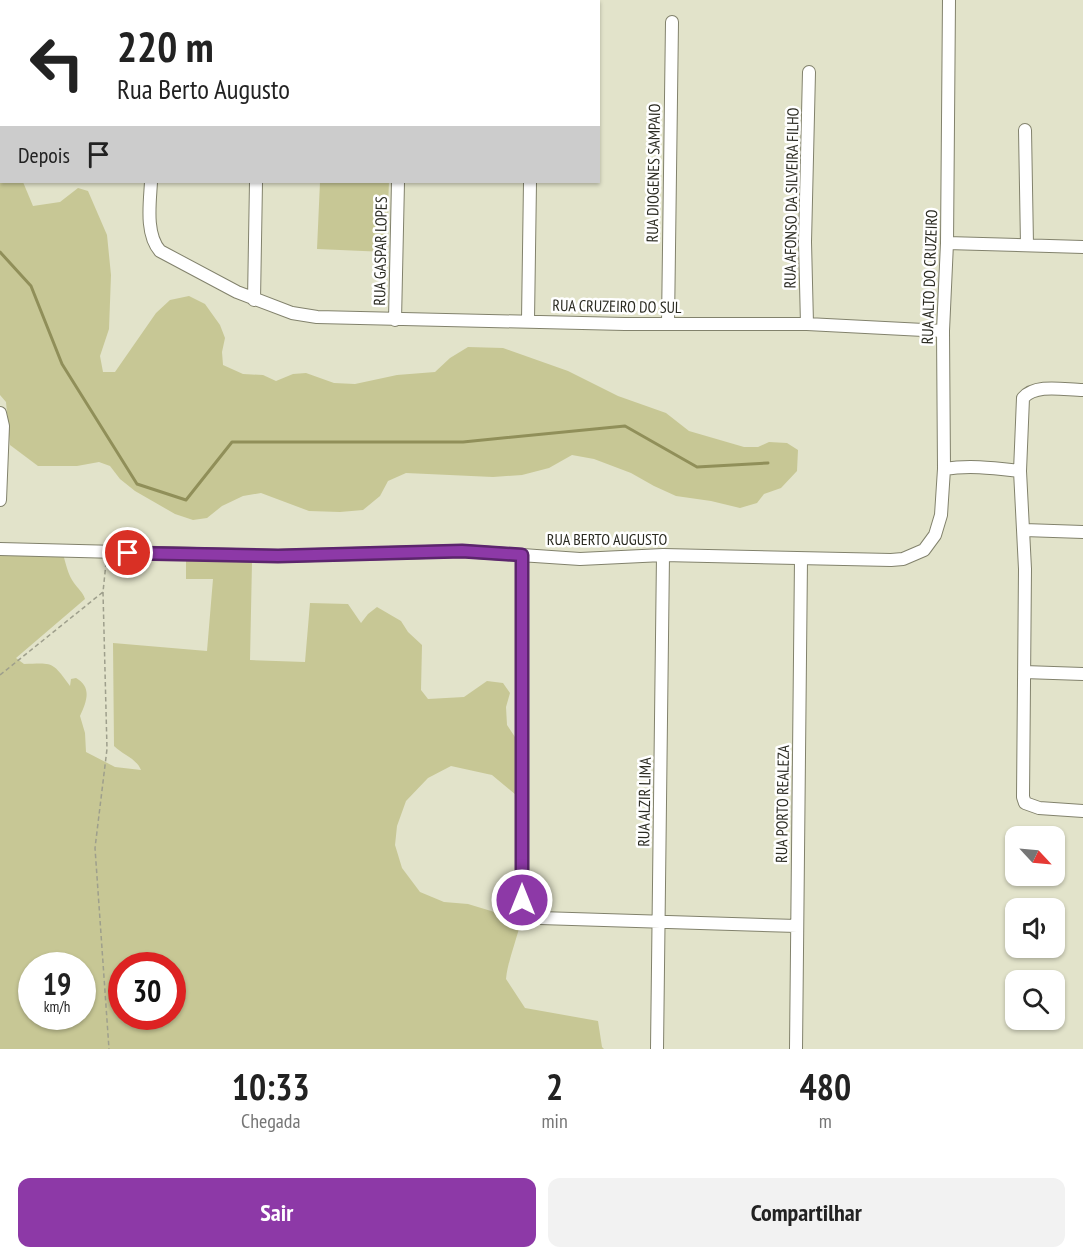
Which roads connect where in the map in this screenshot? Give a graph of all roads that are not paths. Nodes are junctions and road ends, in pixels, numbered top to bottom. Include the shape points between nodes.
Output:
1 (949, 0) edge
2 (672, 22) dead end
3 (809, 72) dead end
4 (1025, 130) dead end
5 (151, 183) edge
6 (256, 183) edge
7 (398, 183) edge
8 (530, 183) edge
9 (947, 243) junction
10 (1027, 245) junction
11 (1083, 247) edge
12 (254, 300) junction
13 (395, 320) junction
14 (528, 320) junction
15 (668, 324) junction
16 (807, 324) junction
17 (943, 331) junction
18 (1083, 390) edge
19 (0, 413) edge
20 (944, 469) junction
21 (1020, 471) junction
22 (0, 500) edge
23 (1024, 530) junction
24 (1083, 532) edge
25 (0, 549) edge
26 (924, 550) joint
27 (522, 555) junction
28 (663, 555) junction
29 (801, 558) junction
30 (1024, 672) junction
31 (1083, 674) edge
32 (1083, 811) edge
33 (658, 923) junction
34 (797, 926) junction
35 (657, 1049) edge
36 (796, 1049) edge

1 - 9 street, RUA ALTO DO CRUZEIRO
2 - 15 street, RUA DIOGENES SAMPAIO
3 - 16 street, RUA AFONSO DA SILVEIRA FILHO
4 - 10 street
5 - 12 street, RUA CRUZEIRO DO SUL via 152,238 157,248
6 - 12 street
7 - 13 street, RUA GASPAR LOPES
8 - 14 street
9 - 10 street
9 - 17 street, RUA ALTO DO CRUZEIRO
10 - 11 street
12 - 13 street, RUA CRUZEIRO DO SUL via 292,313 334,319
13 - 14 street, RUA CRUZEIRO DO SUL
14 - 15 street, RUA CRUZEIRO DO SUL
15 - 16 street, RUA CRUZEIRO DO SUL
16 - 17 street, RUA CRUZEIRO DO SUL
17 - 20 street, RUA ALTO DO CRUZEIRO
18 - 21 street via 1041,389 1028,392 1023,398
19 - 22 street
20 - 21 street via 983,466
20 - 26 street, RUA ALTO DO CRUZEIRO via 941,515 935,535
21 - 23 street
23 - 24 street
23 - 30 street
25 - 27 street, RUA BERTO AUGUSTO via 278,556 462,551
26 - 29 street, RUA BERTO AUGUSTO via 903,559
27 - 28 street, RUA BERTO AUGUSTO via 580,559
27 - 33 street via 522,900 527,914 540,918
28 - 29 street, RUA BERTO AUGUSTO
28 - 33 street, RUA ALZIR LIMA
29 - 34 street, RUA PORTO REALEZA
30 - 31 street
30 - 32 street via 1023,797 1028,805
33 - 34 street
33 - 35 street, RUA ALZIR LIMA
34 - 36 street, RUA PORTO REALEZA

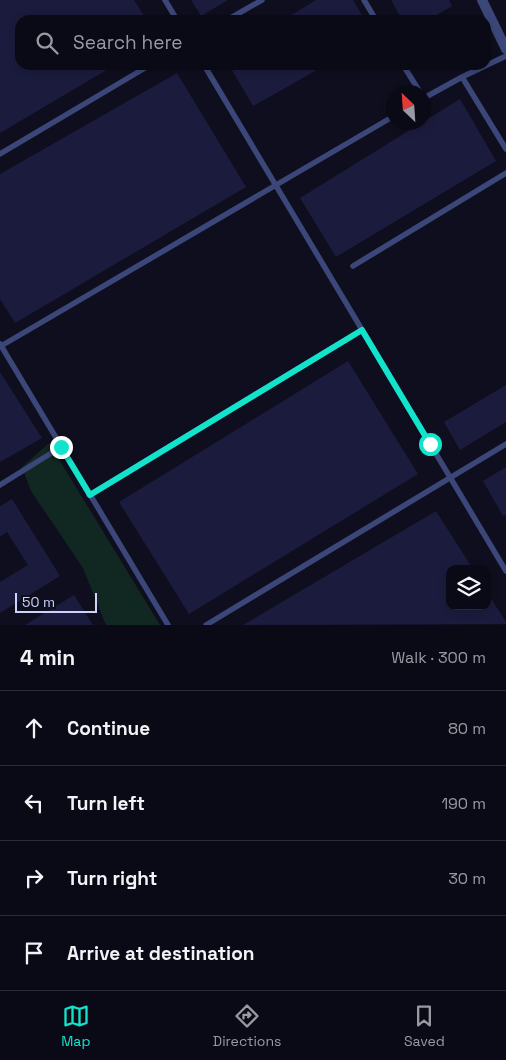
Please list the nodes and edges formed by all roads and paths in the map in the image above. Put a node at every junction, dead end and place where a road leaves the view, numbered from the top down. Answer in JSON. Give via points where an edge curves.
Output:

────────────────────

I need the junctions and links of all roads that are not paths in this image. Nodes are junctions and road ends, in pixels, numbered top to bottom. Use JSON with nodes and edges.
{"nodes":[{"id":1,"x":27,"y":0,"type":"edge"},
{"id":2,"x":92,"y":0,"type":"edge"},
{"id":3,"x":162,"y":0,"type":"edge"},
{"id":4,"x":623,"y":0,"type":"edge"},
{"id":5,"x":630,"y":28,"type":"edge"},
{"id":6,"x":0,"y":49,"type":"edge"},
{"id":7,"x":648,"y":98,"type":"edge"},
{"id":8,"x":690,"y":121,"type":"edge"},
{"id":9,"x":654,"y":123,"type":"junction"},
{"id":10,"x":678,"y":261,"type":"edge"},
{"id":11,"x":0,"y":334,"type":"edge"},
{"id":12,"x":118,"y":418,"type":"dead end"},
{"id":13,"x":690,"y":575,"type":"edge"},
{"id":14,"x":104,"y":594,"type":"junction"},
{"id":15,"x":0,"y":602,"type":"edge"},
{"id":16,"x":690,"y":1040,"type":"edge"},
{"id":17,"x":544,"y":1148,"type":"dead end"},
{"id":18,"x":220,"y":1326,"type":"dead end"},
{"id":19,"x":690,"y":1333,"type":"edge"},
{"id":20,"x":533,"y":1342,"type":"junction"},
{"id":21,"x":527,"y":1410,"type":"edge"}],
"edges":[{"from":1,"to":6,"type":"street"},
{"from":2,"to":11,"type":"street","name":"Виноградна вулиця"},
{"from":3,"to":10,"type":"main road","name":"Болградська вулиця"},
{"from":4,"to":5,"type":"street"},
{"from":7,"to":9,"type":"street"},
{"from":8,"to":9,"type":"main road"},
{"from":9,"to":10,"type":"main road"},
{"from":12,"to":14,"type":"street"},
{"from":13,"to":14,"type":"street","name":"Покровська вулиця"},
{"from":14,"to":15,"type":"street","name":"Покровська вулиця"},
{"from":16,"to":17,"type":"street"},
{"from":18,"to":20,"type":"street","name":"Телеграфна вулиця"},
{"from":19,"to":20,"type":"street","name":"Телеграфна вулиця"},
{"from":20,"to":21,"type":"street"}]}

────────────────────

Lines holding the string "Give" are the answer; copy each one from the listing above.

# Task solution
Which roads connect where in the map in this screenshot? Give a graph of all roads that are not paths. Nodes are junctions and road ends, in pixels, numbered top to bottom. Include the shape points between nodes.
Please list the nodes and edges formed by all roads and paths in the map in the image above. Put a node at every junction, dead end and place where a road leaves the view, numbered from the top down. Answer in JSON. Give via points where an edge curves.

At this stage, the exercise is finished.